In yacht racing, a one percent difference in boat resistance leads to a gain or loss of more than 30 seconds in a match race.
Computational fluid dynamics research done by the winning Swiss Alinghi America's Cup syndicate led to gains of 2-5 percent in drag reduction on appendages like the keel, bulb and winglets, absolutely essential gains when you take into consideration that opponent Emirates Team New Zealand won two of the first three races but lost when the wind was more difficult.
Advanced numerical methods have come a long way, it seems.
The 2007 America's Cup was the first time every major contender used applied mathematics and computer simulation. As competition gets more fierce, the optimization of every part becomes more important. Ian Burns, design coordinator for the BMW-Oracle team, estimates their latest efforts involved 3,000,000 million hours of computer simulation time and a whopping 12 terabytes of data.
Why is simulation suddenly so important? Organizers this year fixed more dimensions than ever, so designers were limited in sail area, length and weight of their vessels. Optimizing hull shape and reducing drag in appendages become strategically important in that scenario.
Testing has always been the de facto solution for design issues; wind tunnels and a towing tank. Yet racers discovered what mechanical and electrical engineers have known for a while - simulation allows them to verify their design less often physically, which speeds up the process and allows for new ideas.
Says Burns, "Every edition of the America’s Cup produces a yacht that is between one and two minutes faster around the 80 minute course, representing a speed increase of between 1 and 3%. These gains are a product of better understanding of the physics of yacht fluid dynamics - both aero and hydrodynamic - and its integration into design."

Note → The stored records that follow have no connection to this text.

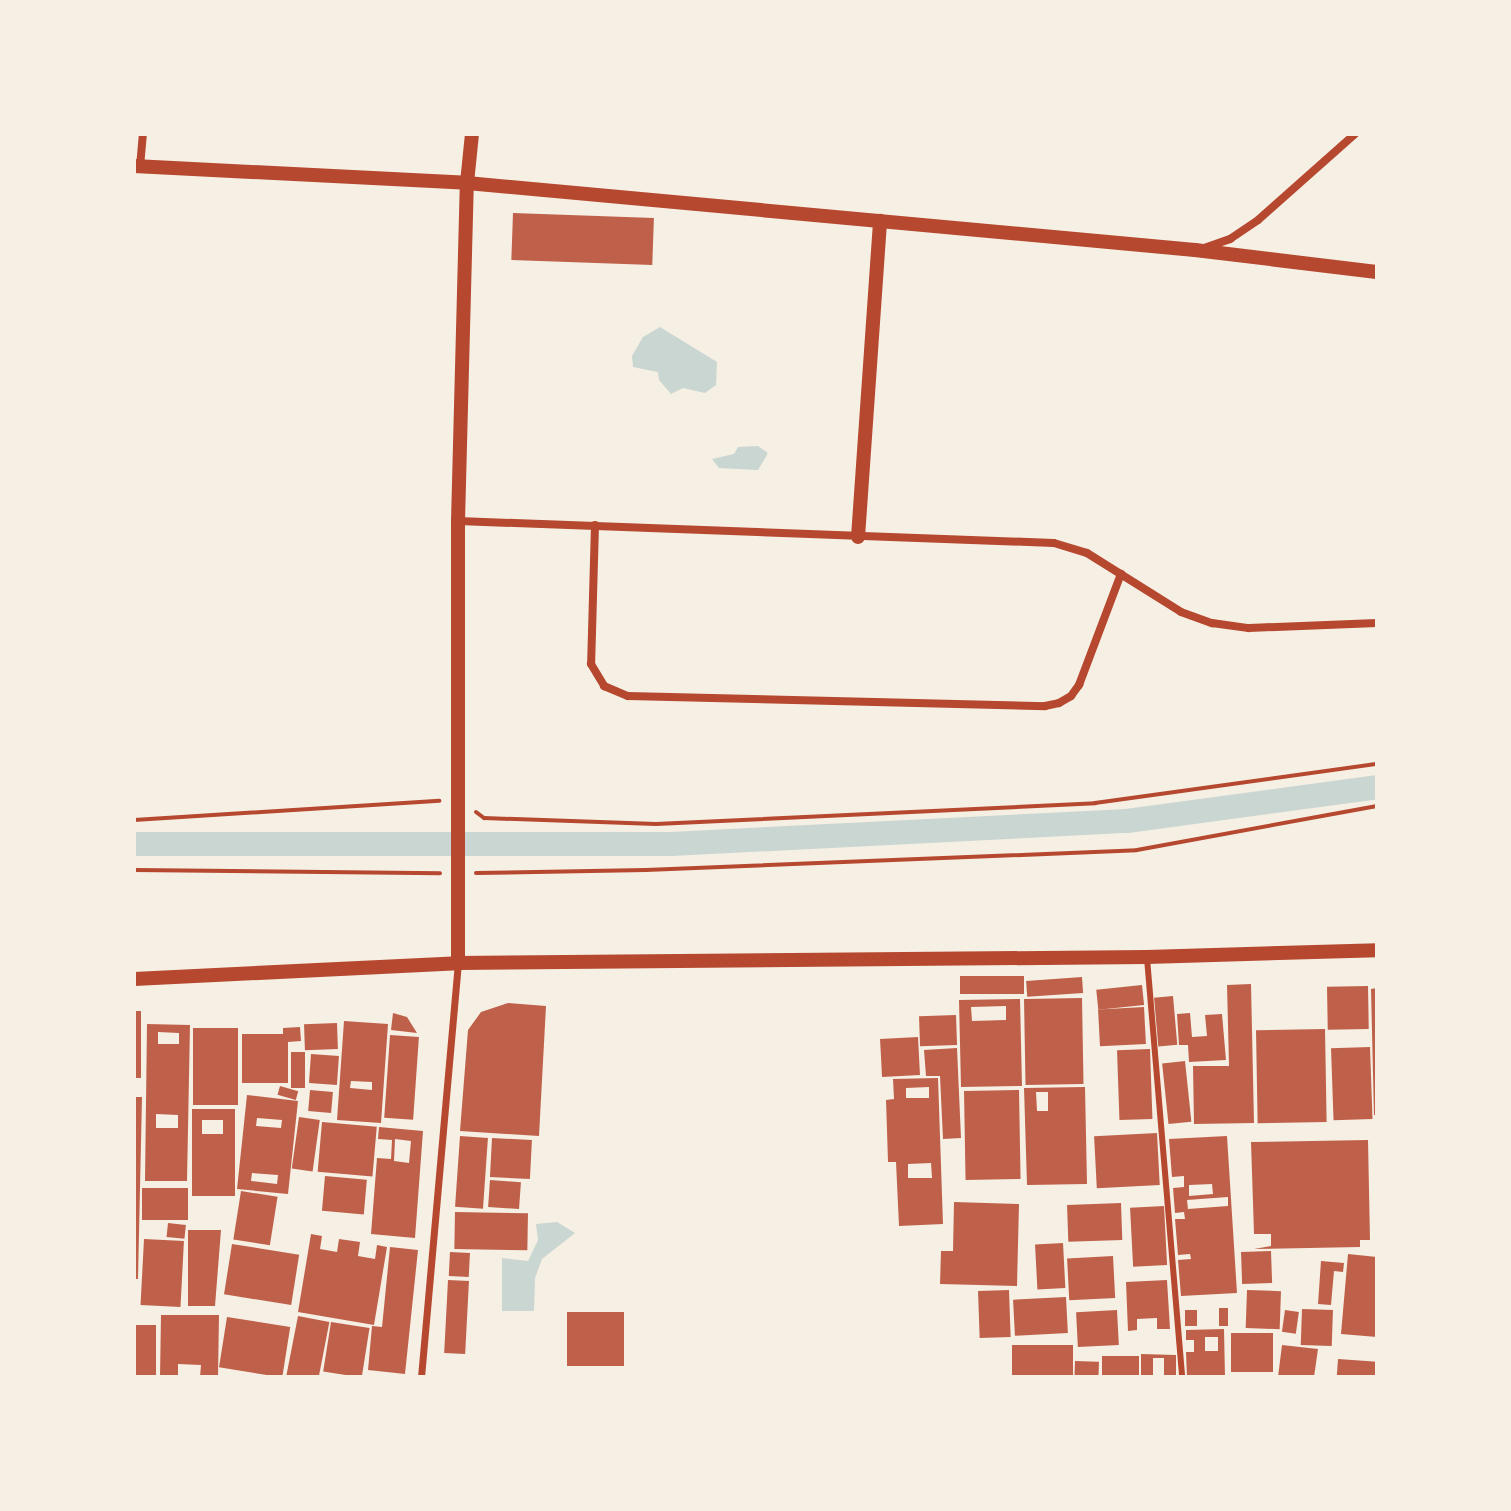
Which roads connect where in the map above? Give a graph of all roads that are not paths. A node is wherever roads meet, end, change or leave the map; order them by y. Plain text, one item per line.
1 (143, 134) edge
2 (472, 134) edge
3 (1355, 134) edge
4 (137, 166) edge
5 (467, 183) junction
6 (880, 221) junction
7 (1195, 250) junction
8 (1377, 272) edge
9 (458, 521) junction
10 (595, 525) junction
11 (858, 537) junction
12 (1121, 574) junction
13 (1377, 623) edge
14 (1377, 950) edge
15 (1147, 957) junction
16 (458, 963) junction
17 (134, 979) edge
18 (421, 1377) edge
19 (1182, 1377) edge

1 - 4 street
2 - 5 street
3 - 7 street
4 - 5 street
5 - 6 street
5 - 9 street
6 - 7 street
6 - 11 street
7 - 8 street
9 - 10 street
9 - 16 street
10 - 11 street
10 - 12 street
11 - 12 street
12 - 13 street
14 - 15 street
15 - 16 street
15 - 19 lane
16 - 17 street
16 - 18 street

Yachts work in much the same way as airplanes. Each sail is basically an airfoil that generates a terrific amount of propulsion and transfers it to the yacht through the mast. That force is balanced out by the keel bulb beneath the boat. Keel bulk design is so secretive and shrouded in black magic no one would let me show the process for this article but we do have a finished product, courtesy of the BMW ORACLE Racing Team and CFD analysis company CD-adapco.
When dealing with projects of that size and compexity, scale becomes an issue. Competition rules prohibit building test models greater than 1/3rd scale so teams are limited to 30 feet in size for towing tank scenarios but no such restrictions apply to numerical testing.
Freedom from those limitations means yacht designers can analyze both a 25-meter yacht and a 400 meter long volume of water around it. The simulation size for that ends up being around 6 million computational cells, some as small as 1mm in size in the finest detailed sections. As hardware and software have improved, applied math solutions have become reachable for virtually everyone.
Steve MacDonald is CEO of CD-adapco, a tool used to such an extent in Formula One racing that 70% of the points scored in the World Championship went to drivers of cars designed with the aid of their software. He says, "In race conditions, a Formula 1 driver doesn't have the luxury of driving his car around a clear track, so simulating a single car in clean air tells only part of the story. The top F1 teams are now starting to simulate two, three or even four cars at a time, to answer questions such as 'how much downforce do I lose when driving in another car's dirty air' and 'how does the aerodynamic loading on my car change during overtaking'.
"In competitive sailing, teams will begin to consider how the boats interact with each other on the water, and to gain a better understanding of out they can use wind-shading effects to block the wind to an opponent's sails."
So basically CFD analysis allowed teams to do more than optimize how to make their own entry faster - it also helped them to make the other guy slower.
The limitation for model size gets higher every year. MacDonald says their software can now analyze one billion cells, basically a simulation of an entire NASCAR grid in race formation.
What's next for numerical methods? It's to a point where the bottleneck is the man-hours to prepare the simulations rather than the computer crunch time, so the future is bright. Brad Butterworth, skipper of Alinghi, deservedly gets much of the credit for winning the Regatta but you can be certain he gave a nod to a group of designers at computer terminals who made sure things were optimized before his ship ever flew its spinnaker in that final sprint.